Mom’s Demand Action leader Shannon Watts and the Brady group’s Kris Brown also expressed enthusiastic support, claiming that lives will be saved. But we expect them to say such things.
The Elephant in the Room
All these folks, Biden, Harris, Frost, Murphy, Watts, Brown, and all the others say this will save thousands of lives. But they don’t say how. They offer reams of restrictions on lawful gun owners and gun dealers, but nothing on criminals. They claim they want to keep guns out of the wrong hands, while targeting the law-abiding and refusing to acknowledge that criminals, by definition, don’t care about their laws.

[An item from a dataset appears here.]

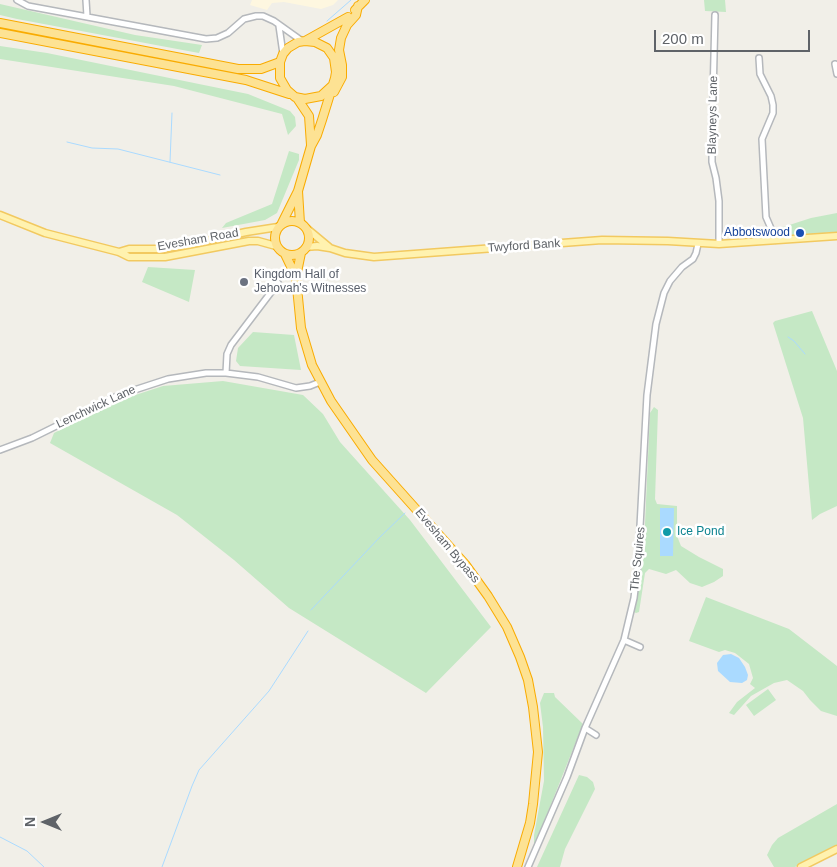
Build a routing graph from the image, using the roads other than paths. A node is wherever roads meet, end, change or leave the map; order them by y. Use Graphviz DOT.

The Office of Gun Violence Prevention, ultimately, seems to be about three things. First, it will seek to restrict lawful gun owners and dealers as much as possible by working around Congress. You know, because that’s what the Constitution’s Framers intended when they granted sole legislative power to the House and Senate. Second, it will serve as a propaganda outlet to push the administration’s anti-gun agenda. Finally, it’s a bone for Biden’s anti-gun constituents who have long pressured him to “do something.” Those constituents include the groups represented by Watts, Brown, Jackson, and Wilcox, among others, whose willingness to gut the Constitution is well known.
This new office is dangerous, not because I expect it to catalyze sweeping change, but because it will work around the edges, blurring the lines between the Executive and Legislative Branches. And it will do that deliberately in the name of “public safety.”
I like to remind people that the worst excesses of the French Revolution’s “Reign of Terror” were carried out by the so-called “Committee of Public Safety.” The Committee exercised broad power over the executive, legislative, and judicial branches of the Revolutionary government. In other words, it blurred the lines. Is this office on that level? No, not even close. But its claims to look out for the public are expressed along the same lines, and you have to start somewhere.